Sliding from the table, rumpled skirts falling down around her, Mithian stoops to pick up the discarded strip of fabric and loops it around Leon’s bicep. “You fight for Nemeth now,” Mithian says, tying the favor in a quick bow. “As its future queen, I command you not to let me down today, Sir Leon.”

“And if I win today?” Leon asks, his hand coming to cover hers atop the band of green “Do I receive a reward?”

Mithian pretends to consider the question, tapping a finger against lips that still buzz with the memory of Leon’s own upon them. “Come to my chambers tonight to find out.” 

“My lady,” Leon bows, looking up at her through his lashes, his lips cocked in a grin. 

Mithian spins on her heel before the temptation to stay and fold herself into his arms roots her to the spot. But she pauses at the tent’s threshold, twisting back towards him, her head tipped as she regards him. “I was right,” she muses. “You do look better in green.”

. . 

“I hope you have not come to collect a reward,” Mithian says later that night as she opens the doors to her chambers, her voice steady despite the nervous flutter that swells to life within her stomach upon seeing him, as if she were a tittering youth half her age. She bites at her lip, hiding her smile and leans against the jamb of the door, a pose which he matches, her shoulder, his chest, the toes of their respective shoes almost, but not quite, touching. 
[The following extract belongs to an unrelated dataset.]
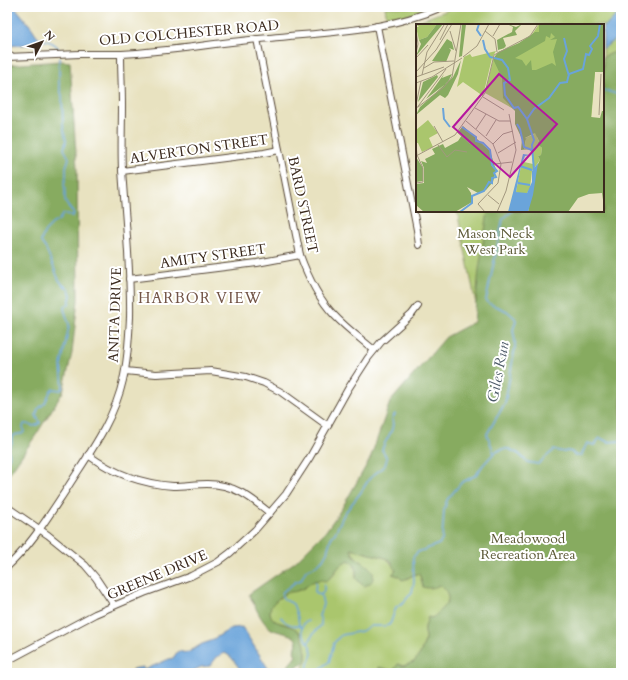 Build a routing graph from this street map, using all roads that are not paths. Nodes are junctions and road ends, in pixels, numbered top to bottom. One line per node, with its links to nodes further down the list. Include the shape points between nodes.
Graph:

She had been less than ideal company at dinner earlier, remaining quiet through most of the meal, paying little attention to the raucous conversation around her, half a mind still inside Leon’s tent, heart thumping wildly within her chest at the mere memory of his hand upon her thigh, the scrape of his rough beard, the deep, teasing timbre of his voice in her ear. And it didn’t help that despite her best efforts, her eyes kept meeting Leon’s across the hall, each glance, however brief, containing an entire conversation meant just for her. She had startled from her reverie only when Arthur laid a hand upon her own, his blue eyes dancing with mirth, brow arched and expectant, waiting for a reply to a question they both know she didn’t hear. 

She apologized, setting aside the goblet of wine she hadn't really been drinking and stood, blaming the relentless heat and a long, exciting day for her desire to retire early. 

“Neither of you is as subtle as you believe yourselves to be,” Arthur had murmured as she leaned down to sweep a kiss across his cheek. Mithian only twisted his ear in response, Arthur’s resulting yelp turning eyes towards them, her exit no longer the unnoticed affair she would have wished.  

“I believe Sir Lancelot won the joust today,” she reminds Leon now. 

“He’s the best rider of us all. And there’s still the melee to come,” Leon shrugs. “Besides, I found myself quite distracted.”

“Distracted?” Mithian tuts in playful disapproval. “Simply intolerable for a knight of Nemeth. I’m afraid you’re not quite up to the standards to be a member of my Queen’s Guard,” she says with a smile as Leon’s hands fall to her waist, drawing her towards him. 

“And if I wish to have a different position in your court?” Leon asks, voice soft as he noses along the curve of her ear. 

Mithian slides her hands up Leon’s chest before settling her arms over his shoulders and hums, twisting one of his curls around her finger, pretending to mull the question over while Leon kisses down her neck. “What position do you desire, sir?”

“Perhaps a valet?” Leon muses, his hands falling away from her as he pushes off the wall. He bows deeply, gestures for Mithian to move first and follows her inside her chambers, shutting the door with barely a sound and standing stock-still, hands held behind his back.  

“Princesses don’t have valets,” she reminds him. “And you are no lady, so you cannot be one of my ladies-in-waiting.” Mithian considers him, one hand under her elbow as she taps at her cheek, letting her eyes slowly rake down his body. “You can be my cup-bearer? Seems a suitable enough job for a man of your skills.”

“Whatever you desire, my lady,” Leon says, dipping his head in deference, happy to keep playing at this little charade they’ve concocted, although the crooked smirk on his lips gives a second meaning to his words. “Although, I suppose I would prefer to be your servant so I could remain by your side always and make sure you never want for anything.”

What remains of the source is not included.